We’ve all been there.
‘New year, new me’ – plans to ditch the fast food and turn that beer belly into something that would make an Instagram model envious.
But pricey drop-in fees, inflexible schedules and usage patterns can often leave gyms empty on weekday afternoons.
Enter POPiN: a fitness app which aims to solve these problems. With the app, New Yorkers just pay-per-minute for their exercise while the gyms welcome users who otherwise wouldn’t be there.
The Christmas holidays – all the decadence associated with it – usually bring about the New Year’s resolution to work out. The most courageous even buy an annual membership for a gym.
Another returning pattern, however, shows that after a month of enthusiastic January workout, the visits go rapidly downhill. The ones that get a two-month membership feel relieved. And those with an annual membership feel screwed. Whether they are annoyed with themselves or with the gym, they swear to never make the same mistake again.
Gyms are craving for signing up people who want to get in shape but probably won’t stick to an exercise routine for more than a few weeks. By designing their lobbies like cocktail lounges and providing benefits that don’t involve exercise, they are able to convince these people who won’t use their facilities.
In general, it looks like gyms don’t want you to pay for the amount of time you actually spend in the gym – but the amount of time you think you’ll spend in the gym.

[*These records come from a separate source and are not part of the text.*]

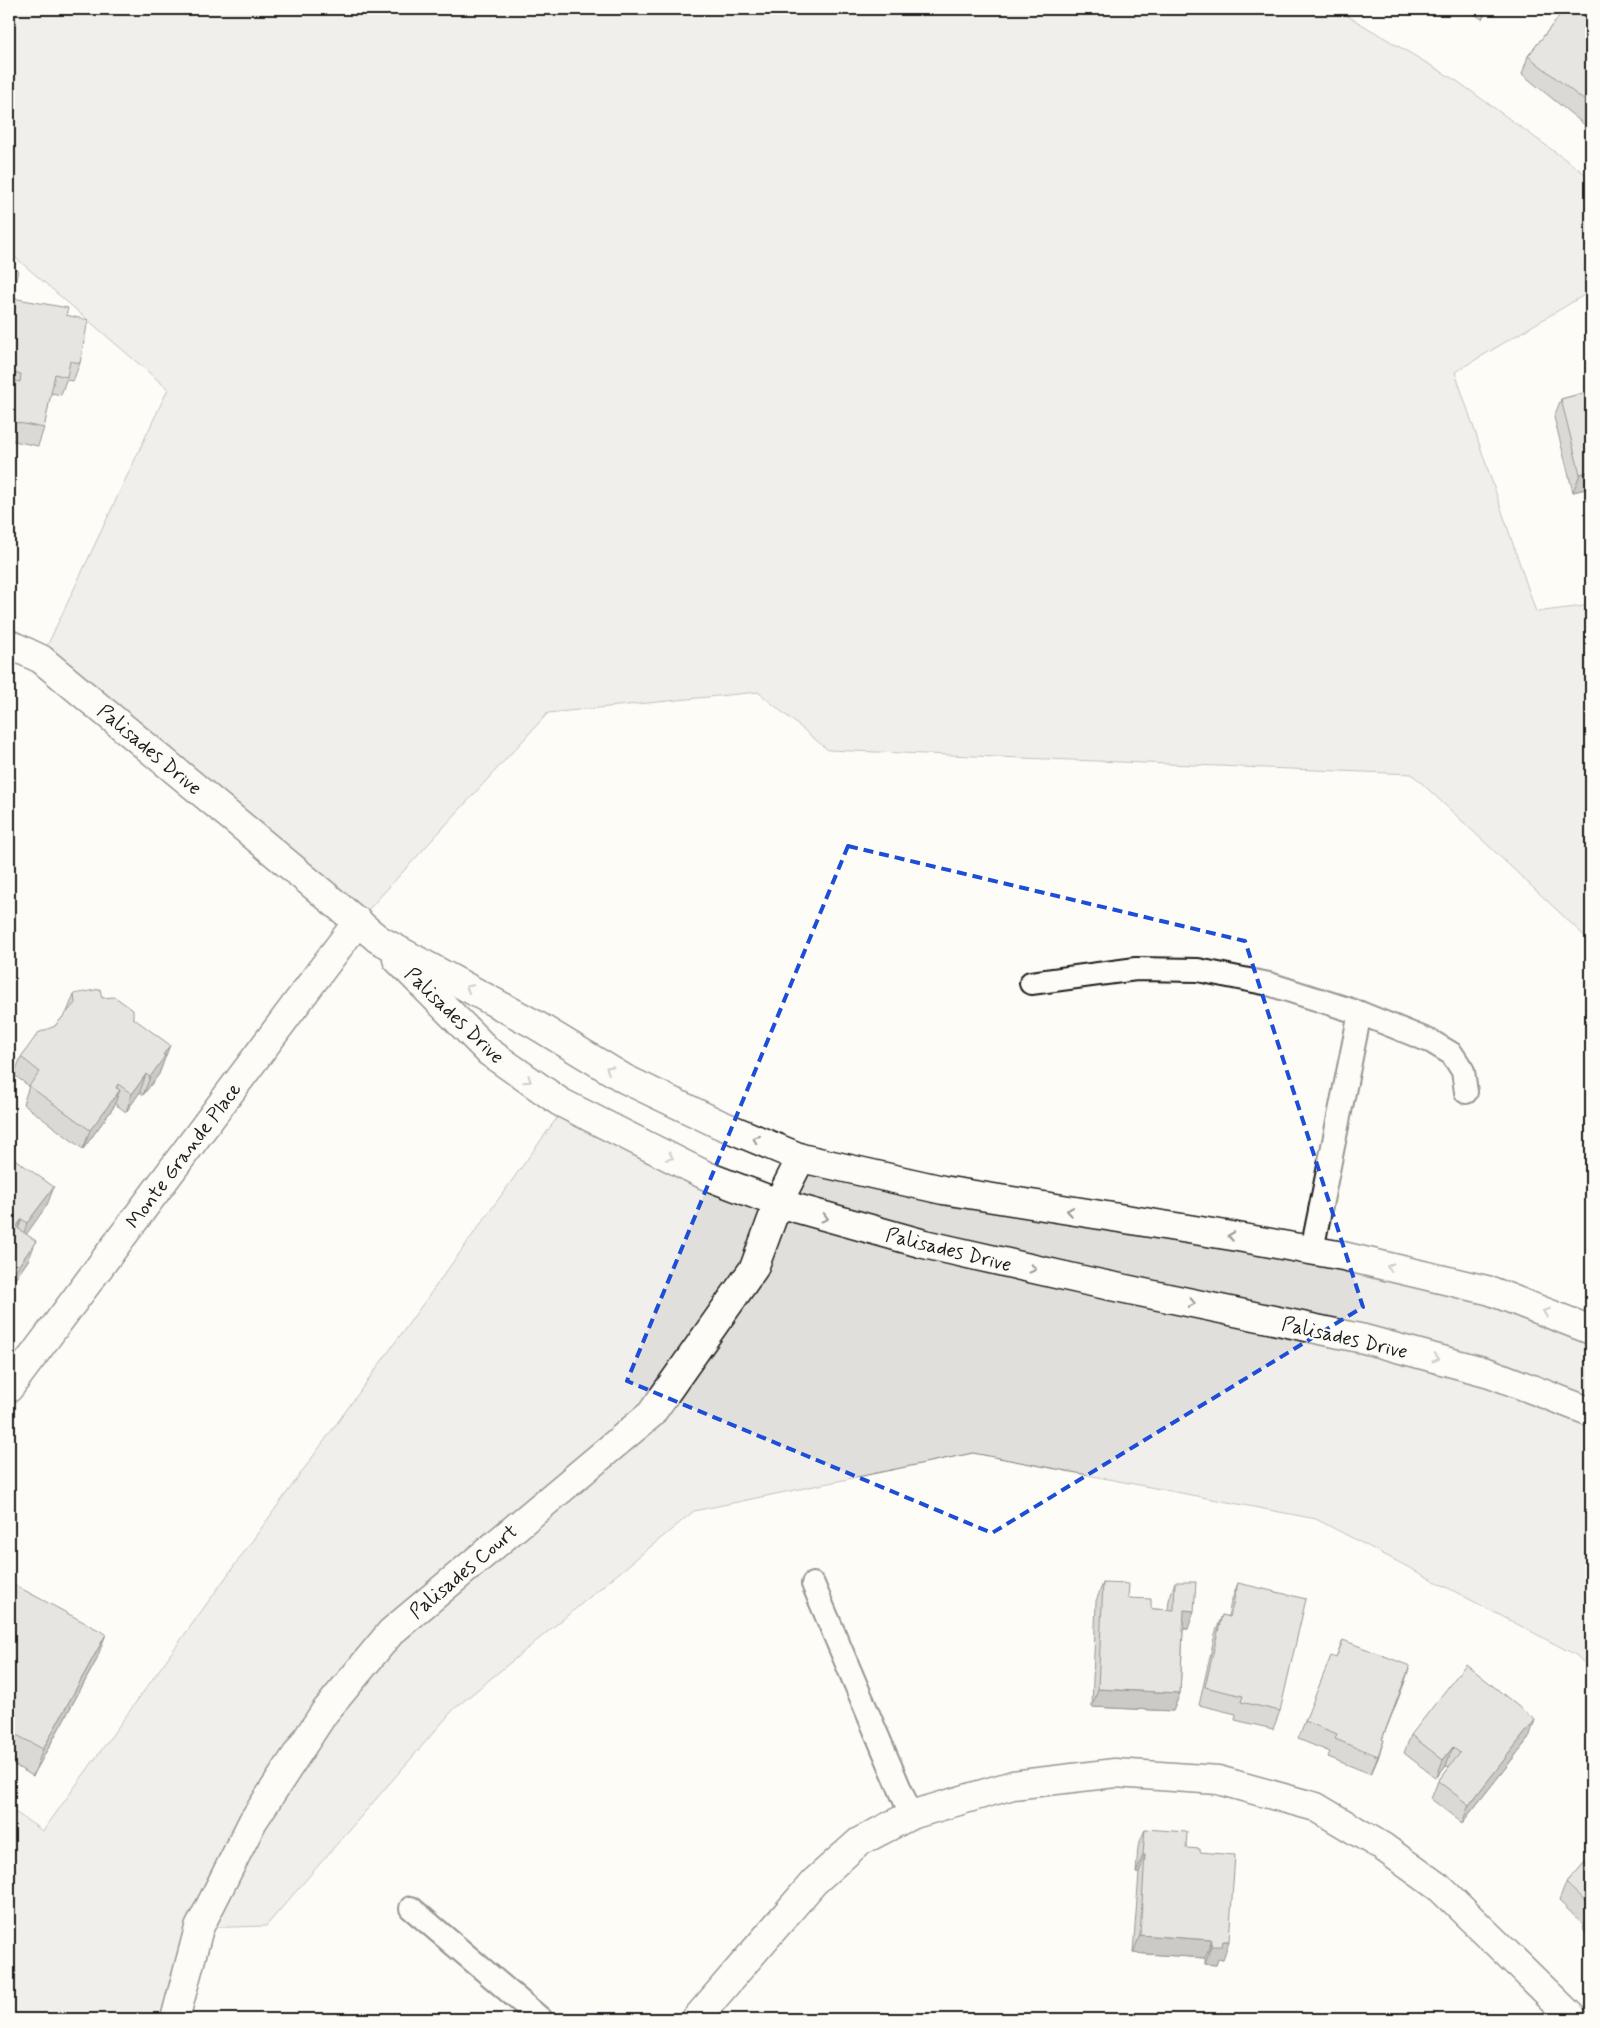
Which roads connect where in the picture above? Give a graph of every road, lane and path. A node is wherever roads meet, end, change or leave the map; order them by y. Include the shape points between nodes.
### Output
1 (9, 644) edge
2 (358, 921) junction
3 (378, 939) junction
4 (1031, 983) dead end
5 (1360, 1013) junction
6 (1466, 1092) dead end
7 (801, 1158) junction
8 (778, 1203) junction
9 (1312, 1250) junction
10 (1591, 1330) edge
11 (9, 1388) edge
12 (1591, 1412) edge
13 (813, 1584) dead end
14 (910, 1815) junction
15 (411, 1908) dead end
16 (175, 2019) edge
17 (542, 2019) edge
18 (696, 2019) edge
19 (1574, 2019) edge

1 - 2 street, Palisades Drive via 41,659
2 - 3 street, Palisades Drive
2 - 11 street, Monte Grande Place
7 -> 3 street, Palisades Drive via 719,1124 625,1079 536,1024
3 -> 8 street, Palisades Drive via 488,1052 560,1102 707,1176
4 - 5 lane via 1136,969 1198,970 1268,984
5 - 6 lane via 1432,1042 1452,1054 1463,1071
5 - 9 lane
7 - 8 street, Palisades Court
9 -> 7 street, Palisades Drive via 943,1190
8 -> 12 street, Palisades Drive via 934,1247 1364,1339 1490,1373
8 - 16 street, Palisades Court via 754,1268 651,1414 391,1632 324,1712 252,1821 199,1928
10 -> 9 street, Palisades Drive via 1491,1291
13 - 14 lane
14 - 18 street via 859,1842 814,1882
14 - 19 street via 1014,1785 1115,1773 1218,1780 1316,1807 1383,1847 1441,1889
15 - 17 lane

For this strategy to work, gyms need to incentivize long-term commitment. This is why drop-in fees often start at $20, even if you only intend to use the gym for 30 minutes.
Launched in August, POPiN allows users to pay by the minute at participating gyms in Manhattan and in Brooklyn. This can cut the price for a 60-minute workout in half.

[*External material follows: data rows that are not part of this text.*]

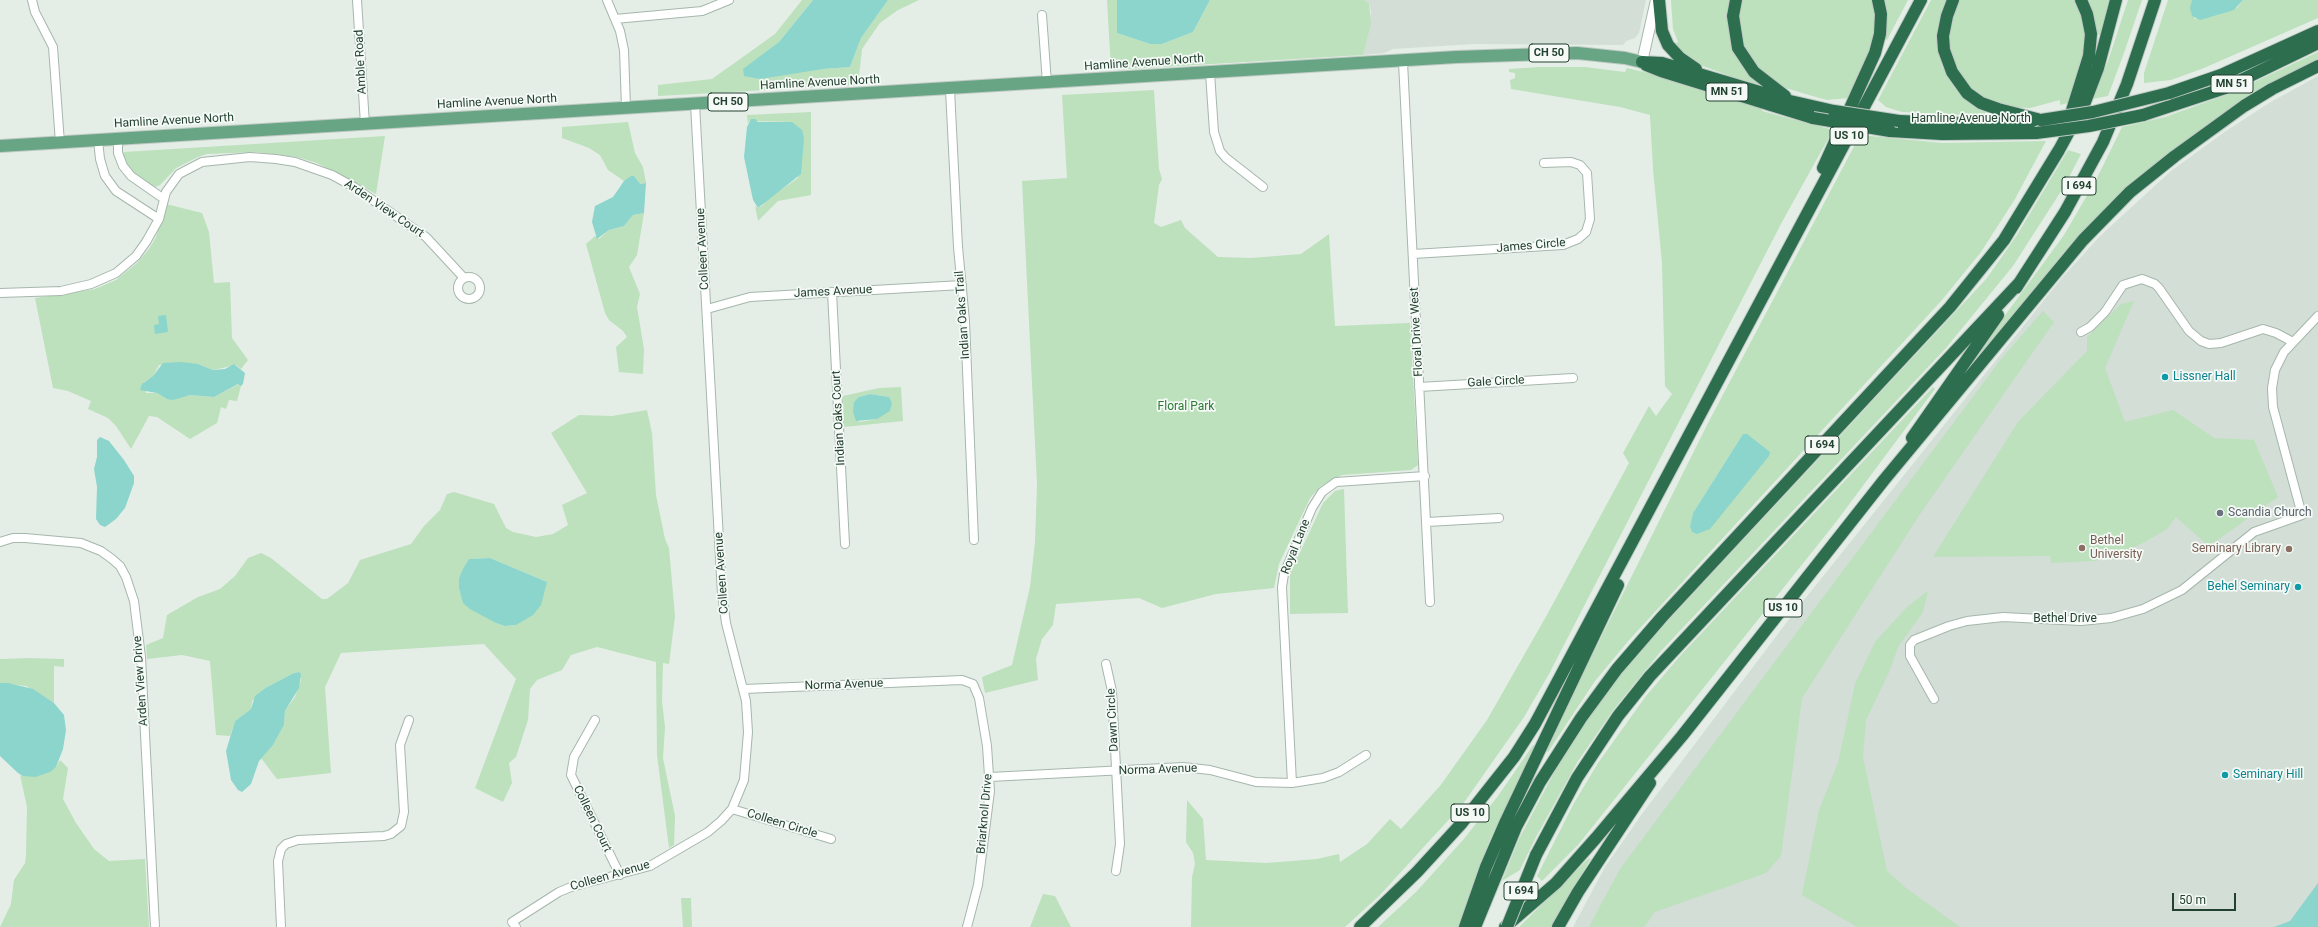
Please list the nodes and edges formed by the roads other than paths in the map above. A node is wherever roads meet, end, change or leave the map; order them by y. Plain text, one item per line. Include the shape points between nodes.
1 (32, 0) edge
2 (357, 0) edge
3 (607, 0) edge
4 (730, 0) edge
5 (1657, 0) edge
6 (1736, 0) edge
7 (1878, 0) edge
8 (1921, 0) edge
9 (1953, 0) edge
10 (2081, 0) edge
11 (2116, 0) edge
12 (2155, 0) edge
13 (1042, 15) dead end
14 (615, 19) junction
15 (2318, 31) edge
16 (2318, 43) edge
17 (1403, 62) junction
18 (1642, 62) junction
19 (2318, 66) edge
20 (1210, 73) junction
21 (1705, 75) junction
22 (1047, 83) junction
23 (950, 90) junction
24 (1790, 101) junction
25 (695, 104) junction
26 (626, 108) junction
27 (2040, 120) junction
28 (364, 124) junction
29 (118, 139) junction
30 (98, 140) junction
31 (60, 143) junction
32 (0, 146) edge
33 (2059, 150) junction
34 (1544, 164) dead end
35 (1264, 187) dead end
36 (164, 199) junction
37 (158, 218) junction
38 (1413, 254) junction
39 (1777, 271) junction
40 (464, 278) dead end
41 (2020, 282) junction
42 (962, 285) junction
43 (832, 292) junction
44 (0, 293) edge
45 (707, 309) junction
46 (2318, 316) edge
47 (2081, 332) dead end
48 (2292, 342) junction
49 (1573, 378) dead end
50 (1419, 386) junction
51 (1683, 445) junction
52 (1425, 476) junction
53 (1884, 480) junction
54 (1499, 518) dead end
55 (1427, 522) junction
56 (974, 540) dead end
57 (0, 542) edge
58 (845, 544) dead end
59 (1430, 602) dead end
60 (1106, 664) dead end
61 (968, 680) joint
62 (744, 689) junction
63 (1934, 699) dead end
64 (409, 720) dead end
65 (596, 720) dead end
66 (1682, 736) junction
67 (1366, 755) dead end
68 (1116, 771) junction
69 (990, 777) junction
70 (1292, 783) junction
71 (732, 809) junction
72 (831, 839) dead end
73 (1491, 869) junction
74 (1116, 871) dead end
75 (620, 875) junction
76 (514, 924) edge
77 (155, 927) edge
78 (281, 927) edge
79 (967, 927) edge
80 (1360, 927) edge
81 (1465, 927) edge
82 (1475, 927) edge
83 (1506, 927) edge
84 (1558, 927) edge

1 - 31 street via 35,12 53,46
2 - 28 street, Amble Road
3 - 14 street
4 - 14 street via 702,11
5 - 18 street
5 - 21 highway via 1662,31 1668,45 1680,58
6 - 24 highway via 1733,16 1738,48 1754,72
7 - 39 highway via 1881,14 1880,34 1875,53
8 - 39 highway, US 10
9 - 27 highway via 1944,36 1947,62 1952,72 1968,93 1981,102
10 - 33 highway via 2091,34 2089,56
11 - 33 highway, I 694 via 2098,68 2085,102
12 - 41 highway, I 694 via 2127,84 2103,142 2065,212
13 - 22 street
14 - 26 street via 624,50
15 - 27 highway, Hamline Avenue North / MN 51, bridge via 2221,75 2169,93 2093,112
16 - 18 highway, Hamline Avenue North / MN 51, bridge via 2224,88 2143,114 2089,126 2036,133 1948,135 1890,131 1813,118 1660,71
17 - 18 main road, Hamline Avenue North / CH 50 via 1456,57 1563,53 1625,58
17 - 20 main road, Hamline Avenue North / CH 50
17 - 38 street, Floral Drive West
18 - 21 highway, Hamline Avenue North / MN 51 via 1662,63
19 - 53 highway via 2244,106 2130,192 2060,267
20 - 22 main road, Hamline Avenue North / CH 50
20 - 35 street via 1214,132 1218,147 1226,158
21 - 24 highway, Hamline Avenue North / MN 51
22 - 23 main road, Hamline Avenue North / CH 50
23 - 25 main road, Hamline Avenue North / CH 50
23 - 42 street, Indian Oaks Trail
24 - 27 highway, Hamline Avenue North / MN 51, bridge via 1899,121 1981,124
25 - 26 main road, Hamline Avenue North / CH 50
25 - 45 street, Colleen Avenue
26 - 28 main road, Hamline Avenue North / CH 50
28 - 29 main road, Hamline Avenue North / CH 50
29 - 30 main road, Hamline Avenue North / CH 50
29 - 36 street via 118,153 123,166 131,176
30 - 31 main road, Hamline Avenue North / CH 50
30 - 37 street via 105,176 116,191
31 - 32 main road, Hamline Avenue North / CH 50
33 - 73 highway, I 694 via 2004,240 1950,307 1617,669 1581,718 1540,782
34 - 38 street, James Circle via 1572,162 1580,165 1587,173 1590,219 1586,232 1578,240 1563,245
36 - 37 street, Arden View Court
36 - 40 street, Arden View Court via 179,174 202,162 257,157 295,162 332,175 389,210 426,237
37 - 44 street via 136,256 125,267 104,279 61,291
38 - 50 street, Floral Drive West
39 - 51 highway, US 10
41 - 53 highway, US 10
41 - 83 highway, I 694, bridge via 1650,676 1618,716 1577,778 1536,855
42 - 43 street, James Avenue
42 - 56 street, Indian Oaks Trail
43 - 45 street, James Avenue via 750,297
43 - 58 street, Indian Oaks Court
45 - 62 street, Colleen Avenue via 722,594 726,622
46 - 48 street, Bethel Drive
47 - 48 street via 2105,312 2123,285 2142,279 2159,288 2189,331 2208,344 2221,343 2263,329
48 - 63 street, Bethel Drive via 2275,370 2272,397 2302,515 2254,532 2182,590 2143,609 2111,618 2081,621 2003,617 1948,626 1914,640 1910,645 1910,656
49 - 50 street, Gale Circle
50 - 52 street, Floral Drive West
51 - 73 highway
51 - 80 highway, US 10 via 1559,681 1514,757 1461,824 1417,872
52 - 55 street, Floral Drive West
52 - 70 street, Royal Lane via 1336,482 1322,492 1312,508 1284,574 1282,586
53 - 66 highway, US 10
54 - 55 street
55 - 59 street, Floral Drive West
57 - 77 street, Arden View Drive via 25,538 81,543 101,551 112,559 126,576 134,600 141,657
60 - 68 street, Dawn Circle via 1112,691
61 - 62 street, Norma Avenue
61 - 69 street, Briarknoll Drive via 973,684 978,698
62 - 71 street, Colleen Avenue via 748,717 747,767 740,793
64 - 78 street via 400,745 404,812 401,826 384,836 298,840 286,844 281,849 278,860
65 - 75 street, Colleen Court via 574,757 571,775
66 - 83 highway, US 10 via 1556,883
66 - 84 highway
67 - 70 street, Norma Avenue via 1339,772 1323,778
68 - 69 street, Norma Avenue
68 - 70 street, Norma Avenue via 1197,767 1256,782
68 - 74 street, Dawn Circle via 1120,844
69 - 79 street, Briarknoll Drive via 978,885
71 - 72 street, Colleen Circle
71 - 75 street, Colleen Avenue via 708,832 677,851 650,866
73 - 81 highway
73 - 82 highway, I 694
75 - 76 street, Colleen Avenue via 571,886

Han began developing the app with his co-founder John Wu, in the summer of 2016. They knew that if the app wanted to have any chance of success, they would have to convince gyms it wouldn’t eliminate their ability to sell memberships.

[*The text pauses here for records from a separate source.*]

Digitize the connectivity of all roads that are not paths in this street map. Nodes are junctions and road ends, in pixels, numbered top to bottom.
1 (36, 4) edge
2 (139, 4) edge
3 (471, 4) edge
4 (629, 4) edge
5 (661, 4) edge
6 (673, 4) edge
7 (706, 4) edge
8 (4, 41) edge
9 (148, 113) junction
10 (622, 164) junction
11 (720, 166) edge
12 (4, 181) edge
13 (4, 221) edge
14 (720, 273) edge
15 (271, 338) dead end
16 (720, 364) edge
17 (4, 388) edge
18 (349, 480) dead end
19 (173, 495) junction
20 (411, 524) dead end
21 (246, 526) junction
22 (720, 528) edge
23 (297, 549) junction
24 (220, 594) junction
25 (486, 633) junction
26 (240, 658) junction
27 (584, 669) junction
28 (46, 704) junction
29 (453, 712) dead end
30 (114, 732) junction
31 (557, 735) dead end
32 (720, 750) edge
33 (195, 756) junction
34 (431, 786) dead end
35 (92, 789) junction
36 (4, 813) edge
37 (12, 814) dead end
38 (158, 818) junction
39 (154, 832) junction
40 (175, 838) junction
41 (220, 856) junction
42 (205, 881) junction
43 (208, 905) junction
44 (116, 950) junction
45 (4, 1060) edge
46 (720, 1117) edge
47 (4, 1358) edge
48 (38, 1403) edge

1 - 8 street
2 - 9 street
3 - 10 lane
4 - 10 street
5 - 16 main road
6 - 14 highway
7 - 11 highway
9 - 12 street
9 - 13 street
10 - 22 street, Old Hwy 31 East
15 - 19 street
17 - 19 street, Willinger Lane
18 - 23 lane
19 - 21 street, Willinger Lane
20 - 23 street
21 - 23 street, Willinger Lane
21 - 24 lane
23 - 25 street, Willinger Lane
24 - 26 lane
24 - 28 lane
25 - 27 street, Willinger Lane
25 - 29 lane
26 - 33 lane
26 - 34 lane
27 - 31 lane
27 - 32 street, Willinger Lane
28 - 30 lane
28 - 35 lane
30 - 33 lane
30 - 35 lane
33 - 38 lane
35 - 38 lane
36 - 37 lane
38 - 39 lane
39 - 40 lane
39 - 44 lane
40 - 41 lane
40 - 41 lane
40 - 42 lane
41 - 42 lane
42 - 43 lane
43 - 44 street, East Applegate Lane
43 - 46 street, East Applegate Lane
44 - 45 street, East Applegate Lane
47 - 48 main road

Gyms are too optimistic about their ability to convert occasional customers into full-time members. Rather than taking away potential revenue from unsold memberships, POPiN would bring the gym new customers.
People who know they won’t use the gym enough to justify a membership and can’t be convinced otherwise would generate a new revenue stream.
Han believes his app is better suited to small, boutique gyms. They don’t have brand names or large marketing budgets but need a special experience to attract members. POPiN would allow them to demonstrate that value to people who would never try them without a low-cost, no-commitment option.
The current per-minute rates range from $0.14 to $0.26, which means that a sixty-minute workout at an affiliated gym costs $10.80, instead of the $20 one would have to pay for a day pass.
But, on the other hand, if you do that sam 60-minute workout four times each week, you’d be paying more than an average rate for a monthly membership. If a user visits a single gym often enough, POPiN will recommend that user buy a membership.